- **Data for processing**
==============================
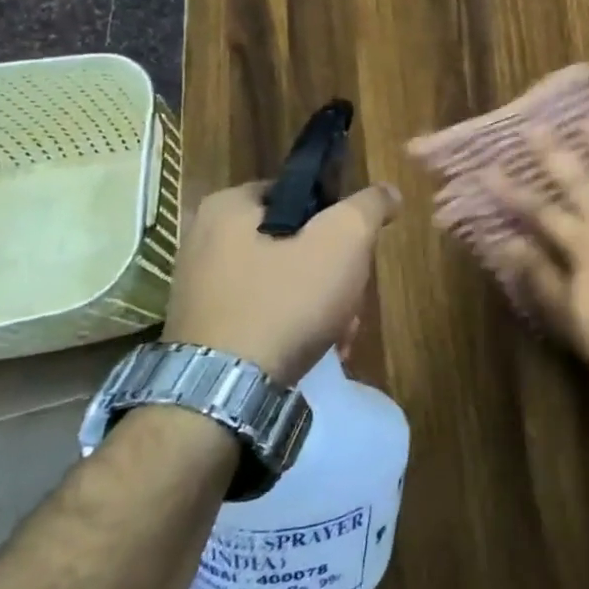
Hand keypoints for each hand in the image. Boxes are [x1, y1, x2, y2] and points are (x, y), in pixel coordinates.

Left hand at [163, 180, 401, 382]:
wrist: (224, 395)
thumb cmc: (285, 301)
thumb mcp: (343, 240)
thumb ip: (369, 206)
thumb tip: (388, 192)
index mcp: (227, 207)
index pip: (299, 193)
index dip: (337, 218)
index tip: (355, 250)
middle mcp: (203, 241)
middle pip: (295, 242)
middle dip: (333, 272)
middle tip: (351, 298)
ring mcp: (200, 289)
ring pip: (283, 281)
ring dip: (320, 304)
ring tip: (340, 334)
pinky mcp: (203, 330)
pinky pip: (262, 314)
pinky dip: (293, 327)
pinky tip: (317, 350)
==============================
- **Your goal**
Pictures stay out of the copy; please restate every record above exactly.

- **Exercise response**
Hand keypoints for each hand in the image. Boxes are [x1, y1, x2, y2] and points are (x, y), in pixel coordinates.

Left hand at [163, 180, 401, 382]:
wrist: (224, 395)
thumb cmc: (285, 301)
thumb mcp: (343, 240)
thumb ip: (369, 206)
thumb tip: (388, 192)
index mcp: (227, 207)
index pip: (299, 193)
index dip: (337, 218)
index tip: (355, 250)
middle mcp: (203, 241)
middle pip: (295, 242)
middle dip: (333, 272)
middle tip: (351, 298)
ring mcp: (200, 289)
ring pip: (283, 281)
ring dip: (320, 304)
ring tip: (340, 334)
pinky mcp: (203, 330)
pinky pip: (262, 314)
pinky dip: (293, 327)
pinky tip: (317, 350)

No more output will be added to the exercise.